The ideas came pouring in with the hashtag #coronavirussyllabus, and Alondra Nelson, president of the Social Science Research Council and a professor of sociology at the Institute for Advanced Study in Princeton, N.J., collected them into a public document that now includes books (scholarly, fiction and graphic novels), medical journal articles, music and music videos, podcasts and radio, and archives.

Anyone can access the coronavirus syllabus; professors have already said they are using some of its resources in developing their classes. It is updated continuously, and once a month Professor Nelson issues a more curated version that appears on the Social Science Research Council website.

“We’re really trying to capture all the ways human society has tried and is trying to make sense of this quite dramatic change,” she said.

Roberto de Leon starts his online English lesson by reading aloud with fifth grade students. When one student stumbles across a reference to a boa constrictor, the Bakersfield, Calif., teacher stops to describe how the snake squeezes its prey to death.
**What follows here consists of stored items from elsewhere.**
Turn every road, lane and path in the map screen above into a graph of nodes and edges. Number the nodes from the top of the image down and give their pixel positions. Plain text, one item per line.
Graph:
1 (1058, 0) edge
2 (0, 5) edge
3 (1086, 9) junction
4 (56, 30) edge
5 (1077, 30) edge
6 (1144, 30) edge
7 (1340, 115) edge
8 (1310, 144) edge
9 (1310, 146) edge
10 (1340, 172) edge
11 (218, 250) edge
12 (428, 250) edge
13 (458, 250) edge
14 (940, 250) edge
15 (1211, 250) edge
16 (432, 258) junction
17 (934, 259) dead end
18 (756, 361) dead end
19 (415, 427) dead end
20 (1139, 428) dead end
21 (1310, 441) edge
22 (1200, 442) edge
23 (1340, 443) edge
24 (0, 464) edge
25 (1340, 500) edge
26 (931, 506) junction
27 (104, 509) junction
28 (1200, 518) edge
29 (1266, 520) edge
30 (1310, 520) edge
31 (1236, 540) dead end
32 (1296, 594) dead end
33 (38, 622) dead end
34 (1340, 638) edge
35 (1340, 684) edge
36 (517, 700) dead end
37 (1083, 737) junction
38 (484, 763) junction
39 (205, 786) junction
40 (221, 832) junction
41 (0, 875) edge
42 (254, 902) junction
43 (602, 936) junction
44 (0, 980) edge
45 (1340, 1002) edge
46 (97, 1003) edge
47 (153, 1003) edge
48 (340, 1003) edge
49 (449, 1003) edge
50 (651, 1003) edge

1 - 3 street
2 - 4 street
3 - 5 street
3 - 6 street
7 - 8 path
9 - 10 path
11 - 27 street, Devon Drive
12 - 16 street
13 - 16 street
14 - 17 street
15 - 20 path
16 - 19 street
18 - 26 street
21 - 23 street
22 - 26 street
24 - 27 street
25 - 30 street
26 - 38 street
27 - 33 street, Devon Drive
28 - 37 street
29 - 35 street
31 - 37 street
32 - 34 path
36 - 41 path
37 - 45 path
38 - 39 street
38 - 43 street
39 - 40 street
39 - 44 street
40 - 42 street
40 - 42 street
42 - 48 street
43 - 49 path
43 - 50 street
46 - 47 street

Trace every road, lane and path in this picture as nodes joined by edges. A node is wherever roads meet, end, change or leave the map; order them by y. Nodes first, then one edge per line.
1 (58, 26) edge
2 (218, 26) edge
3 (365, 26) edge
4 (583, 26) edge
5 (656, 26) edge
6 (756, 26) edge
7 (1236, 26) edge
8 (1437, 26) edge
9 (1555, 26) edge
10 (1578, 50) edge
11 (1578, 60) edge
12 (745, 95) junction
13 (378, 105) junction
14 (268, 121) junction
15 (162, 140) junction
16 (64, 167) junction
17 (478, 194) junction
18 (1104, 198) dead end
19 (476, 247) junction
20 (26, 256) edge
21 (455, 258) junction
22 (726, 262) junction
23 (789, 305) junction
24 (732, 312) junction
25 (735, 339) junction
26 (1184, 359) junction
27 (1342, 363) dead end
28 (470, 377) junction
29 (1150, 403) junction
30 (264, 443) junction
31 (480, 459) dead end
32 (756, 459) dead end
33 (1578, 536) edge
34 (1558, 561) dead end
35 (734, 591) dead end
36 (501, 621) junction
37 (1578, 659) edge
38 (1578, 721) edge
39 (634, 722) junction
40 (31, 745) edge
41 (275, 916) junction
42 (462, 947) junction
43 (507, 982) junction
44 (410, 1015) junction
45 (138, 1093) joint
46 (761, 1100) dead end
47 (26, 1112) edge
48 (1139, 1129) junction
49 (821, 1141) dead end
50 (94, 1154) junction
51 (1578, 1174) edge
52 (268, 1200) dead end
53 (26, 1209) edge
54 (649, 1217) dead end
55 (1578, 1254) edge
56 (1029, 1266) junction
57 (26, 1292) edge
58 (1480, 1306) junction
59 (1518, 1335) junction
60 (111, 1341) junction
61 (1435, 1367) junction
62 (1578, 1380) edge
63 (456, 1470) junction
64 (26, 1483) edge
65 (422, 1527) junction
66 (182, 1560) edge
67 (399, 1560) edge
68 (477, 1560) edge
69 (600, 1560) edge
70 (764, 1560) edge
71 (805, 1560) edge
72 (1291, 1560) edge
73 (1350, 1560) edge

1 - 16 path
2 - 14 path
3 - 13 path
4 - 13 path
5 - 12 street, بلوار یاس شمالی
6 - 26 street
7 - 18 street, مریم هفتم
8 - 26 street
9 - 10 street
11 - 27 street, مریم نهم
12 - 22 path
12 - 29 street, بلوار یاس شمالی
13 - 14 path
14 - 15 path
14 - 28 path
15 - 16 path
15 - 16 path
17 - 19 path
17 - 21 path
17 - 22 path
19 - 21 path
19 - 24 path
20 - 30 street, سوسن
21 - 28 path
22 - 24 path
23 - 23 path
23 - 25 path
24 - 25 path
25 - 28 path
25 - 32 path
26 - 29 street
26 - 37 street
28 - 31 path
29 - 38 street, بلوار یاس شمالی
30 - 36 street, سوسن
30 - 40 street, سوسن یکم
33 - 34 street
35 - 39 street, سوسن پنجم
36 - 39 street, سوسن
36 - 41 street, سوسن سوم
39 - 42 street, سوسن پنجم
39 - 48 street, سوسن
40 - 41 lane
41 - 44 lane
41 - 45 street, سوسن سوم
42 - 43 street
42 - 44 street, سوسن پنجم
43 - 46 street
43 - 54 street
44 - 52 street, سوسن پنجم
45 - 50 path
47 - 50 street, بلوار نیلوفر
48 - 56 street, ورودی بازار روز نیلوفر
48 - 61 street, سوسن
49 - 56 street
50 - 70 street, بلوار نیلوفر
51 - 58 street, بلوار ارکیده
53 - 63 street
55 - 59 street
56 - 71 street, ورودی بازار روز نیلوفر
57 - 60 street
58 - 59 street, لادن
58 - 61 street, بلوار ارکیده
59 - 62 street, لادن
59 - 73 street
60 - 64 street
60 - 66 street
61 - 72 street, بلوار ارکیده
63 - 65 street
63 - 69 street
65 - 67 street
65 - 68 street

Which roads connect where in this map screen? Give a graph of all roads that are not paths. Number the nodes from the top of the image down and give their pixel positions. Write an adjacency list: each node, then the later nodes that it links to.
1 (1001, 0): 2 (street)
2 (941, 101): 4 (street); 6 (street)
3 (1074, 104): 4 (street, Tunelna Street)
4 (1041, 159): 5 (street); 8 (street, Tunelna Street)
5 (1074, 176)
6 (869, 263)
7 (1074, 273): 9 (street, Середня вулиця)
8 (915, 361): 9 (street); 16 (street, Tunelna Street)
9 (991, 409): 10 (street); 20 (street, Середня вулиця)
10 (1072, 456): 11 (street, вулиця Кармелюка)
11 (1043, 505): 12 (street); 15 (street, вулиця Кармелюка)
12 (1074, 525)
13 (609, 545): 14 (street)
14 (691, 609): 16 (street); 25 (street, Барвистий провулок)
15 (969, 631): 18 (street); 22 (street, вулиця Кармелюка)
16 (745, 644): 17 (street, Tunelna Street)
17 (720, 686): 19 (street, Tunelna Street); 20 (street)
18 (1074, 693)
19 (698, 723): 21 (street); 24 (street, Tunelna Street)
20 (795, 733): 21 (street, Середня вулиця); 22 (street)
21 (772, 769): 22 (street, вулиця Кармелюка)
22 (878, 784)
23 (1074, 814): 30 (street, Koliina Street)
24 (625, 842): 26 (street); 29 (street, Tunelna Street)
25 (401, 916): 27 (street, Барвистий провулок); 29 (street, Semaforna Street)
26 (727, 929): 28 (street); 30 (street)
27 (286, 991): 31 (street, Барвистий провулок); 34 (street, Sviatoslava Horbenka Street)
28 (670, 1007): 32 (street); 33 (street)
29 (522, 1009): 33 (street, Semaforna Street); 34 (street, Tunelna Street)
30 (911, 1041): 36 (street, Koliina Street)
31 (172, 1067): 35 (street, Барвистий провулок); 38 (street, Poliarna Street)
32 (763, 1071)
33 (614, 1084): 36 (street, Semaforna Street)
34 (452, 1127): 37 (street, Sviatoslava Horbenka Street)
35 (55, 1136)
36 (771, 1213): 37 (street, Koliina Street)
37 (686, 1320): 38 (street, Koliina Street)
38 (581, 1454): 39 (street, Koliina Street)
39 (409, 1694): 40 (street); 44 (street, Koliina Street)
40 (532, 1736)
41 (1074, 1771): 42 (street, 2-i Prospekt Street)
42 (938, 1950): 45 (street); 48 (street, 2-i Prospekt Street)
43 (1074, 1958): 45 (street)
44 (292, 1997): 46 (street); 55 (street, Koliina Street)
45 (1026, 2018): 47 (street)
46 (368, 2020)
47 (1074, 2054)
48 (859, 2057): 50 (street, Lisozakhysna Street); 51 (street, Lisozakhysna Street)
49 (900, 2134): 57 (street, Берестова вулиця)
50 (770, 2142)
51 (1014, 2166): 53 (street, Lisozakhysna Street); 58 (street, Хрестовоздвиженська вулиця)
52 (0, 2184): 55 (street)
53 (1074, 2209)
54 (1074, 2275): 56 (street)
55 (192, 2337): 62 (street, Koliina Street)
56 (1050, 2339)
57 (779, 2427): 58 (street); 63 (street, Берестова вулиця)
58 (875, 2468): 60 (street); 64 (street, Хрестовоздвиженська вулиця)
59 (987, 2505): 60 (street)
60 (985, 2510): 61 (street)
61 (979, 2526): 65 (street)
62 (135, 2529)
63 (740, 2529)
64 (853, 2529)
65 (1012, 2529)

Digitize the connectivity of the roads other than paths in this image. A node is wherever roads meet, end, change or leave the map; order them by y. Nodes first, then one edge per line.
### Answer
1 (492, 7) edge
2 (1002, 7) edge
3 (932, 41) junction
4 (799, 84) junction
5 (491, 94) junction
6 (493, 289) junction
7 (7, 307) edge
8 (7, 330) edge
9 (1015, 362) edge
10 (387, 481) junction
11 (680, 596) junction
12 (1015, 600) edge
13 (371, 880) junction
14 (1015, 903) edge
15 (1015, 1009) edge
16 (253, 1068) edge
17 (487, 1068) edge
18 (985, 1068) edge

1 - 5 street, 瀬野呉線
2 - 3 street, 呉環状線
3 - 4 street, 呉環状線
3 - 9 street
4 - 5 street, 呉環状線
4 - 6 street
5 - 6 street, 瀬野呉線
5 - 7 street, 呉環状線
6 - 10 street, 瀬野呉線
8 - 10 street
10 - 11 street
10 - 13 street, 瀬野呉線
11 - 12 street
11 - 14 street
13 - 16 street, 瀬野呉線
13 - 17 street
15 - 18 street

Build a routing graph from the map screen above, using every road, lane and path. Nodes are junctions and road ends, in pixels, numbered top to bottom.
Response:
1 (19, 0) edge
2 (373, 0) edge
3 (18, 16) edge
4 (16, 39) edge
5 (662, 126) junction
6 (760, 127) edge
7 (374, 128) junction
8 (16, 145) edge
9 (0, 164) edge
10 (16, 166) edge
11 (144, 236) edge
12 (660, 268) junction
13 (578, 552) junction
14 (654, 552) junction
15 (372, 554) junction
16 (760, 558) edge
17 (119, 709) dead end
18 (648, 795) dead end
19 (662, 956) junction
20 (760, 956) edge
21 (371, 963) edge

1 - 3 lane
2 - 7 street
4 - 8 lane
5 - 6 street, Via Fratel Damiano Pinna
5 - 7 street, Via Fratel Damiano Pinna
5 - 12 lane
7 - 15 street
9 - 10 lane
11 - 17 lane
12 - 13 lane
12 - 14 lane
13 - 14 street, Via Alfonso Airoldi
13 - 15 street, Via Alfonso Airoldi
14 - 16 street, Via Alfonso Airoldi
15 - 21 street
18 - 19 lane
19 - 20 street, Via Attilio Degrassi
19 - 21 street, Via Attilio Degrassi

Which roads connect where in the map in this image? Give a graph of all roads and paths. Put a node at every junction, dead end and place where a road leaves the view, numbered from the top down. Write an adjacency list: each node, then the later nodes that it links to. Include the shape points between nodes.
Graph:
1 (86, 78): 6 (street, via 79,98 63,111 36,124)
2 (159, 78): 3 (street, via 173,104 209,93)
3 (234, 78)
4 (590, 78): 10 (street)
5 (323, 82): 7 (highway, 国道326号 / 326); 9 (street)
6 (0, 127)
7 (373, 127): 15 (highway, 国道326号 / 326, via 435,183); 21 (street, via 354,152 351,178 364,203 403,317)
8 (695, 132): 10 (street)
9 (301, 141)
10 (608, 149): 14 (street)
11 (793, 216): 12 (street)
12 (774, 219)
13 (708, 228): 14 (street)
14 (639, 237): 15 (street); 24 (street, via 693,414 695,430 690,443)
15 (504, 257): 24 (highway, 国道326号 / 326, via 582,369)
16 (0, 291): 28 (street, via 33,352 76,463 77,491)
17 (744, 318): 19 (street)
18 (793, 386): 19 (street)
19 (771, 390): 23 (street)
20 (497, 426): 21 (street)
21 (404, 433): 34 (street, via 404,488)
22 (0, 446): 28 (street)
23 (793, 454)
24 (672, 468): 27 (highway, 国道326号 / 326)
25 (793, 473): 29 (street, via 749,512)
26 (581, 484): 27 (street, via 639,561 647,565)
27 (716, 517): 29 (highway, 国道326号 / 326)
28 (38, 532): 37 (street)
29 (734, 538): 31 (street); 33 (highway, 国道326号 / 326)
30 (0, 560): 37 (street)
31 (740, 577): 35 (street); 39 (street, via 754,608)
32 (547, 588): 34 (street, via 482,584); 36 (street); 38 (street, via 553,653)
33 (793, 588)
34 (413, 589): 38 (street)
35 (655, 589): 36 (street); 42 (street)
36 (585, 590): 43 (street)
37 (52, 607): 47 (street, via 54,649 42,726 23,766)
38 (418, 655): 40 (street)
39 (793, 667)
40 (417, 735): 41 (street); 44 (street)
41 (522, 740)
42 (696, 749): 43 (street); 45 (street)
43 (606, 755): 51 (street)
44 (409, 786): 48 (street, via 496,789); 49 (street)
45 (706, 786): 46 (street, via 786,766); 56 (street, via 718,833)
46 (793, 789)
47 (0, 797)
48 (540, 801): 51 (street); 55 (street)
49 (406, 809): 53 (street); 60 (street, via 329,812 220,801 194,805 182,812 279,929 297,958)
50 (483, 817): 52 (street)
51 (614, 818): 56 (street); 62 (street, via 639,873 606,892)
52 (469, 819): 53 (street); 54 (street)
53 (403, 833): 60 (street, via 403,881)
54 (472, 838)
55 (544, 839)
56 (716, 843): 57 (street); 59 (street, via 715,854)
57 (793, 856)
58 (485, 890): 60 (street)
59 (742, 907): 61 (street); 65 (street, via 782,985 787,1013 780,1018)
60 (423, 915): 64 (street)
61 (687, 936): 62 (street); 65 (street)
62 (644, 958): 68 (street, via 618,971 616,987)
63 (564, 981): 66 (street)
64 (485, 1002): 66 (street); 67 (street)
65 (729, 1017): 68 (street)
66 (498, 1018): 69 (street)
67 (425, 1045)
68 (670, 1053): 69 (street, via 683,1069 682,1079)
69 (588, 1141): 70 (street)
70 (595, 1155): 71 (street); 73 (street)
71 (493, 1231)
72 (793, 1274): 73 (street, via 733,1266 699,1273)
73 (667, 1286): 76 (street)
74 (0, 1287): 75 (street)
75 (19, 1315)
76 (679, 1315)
Then he asks them what the boa has to do with the characters in the book.

Across the country, dozens of local teachers play the tape and discuss them with their own students.

It’s part of Cadence Learning, which began as a summer learning program after schools across the nation moved to remote teaching in response to the pandemic. Its goal is to expose more students to the best teaching.

Under the model, a network of 16 “mentor teachers” provide online instruction to about 7,500 students across the country. The mentor teacher appears on the screen, along with three to five students who ask questions and discuss issues. “Partner teachers” then show the tape or use the same lesson plan, working in virtual breakout rooms with their own students.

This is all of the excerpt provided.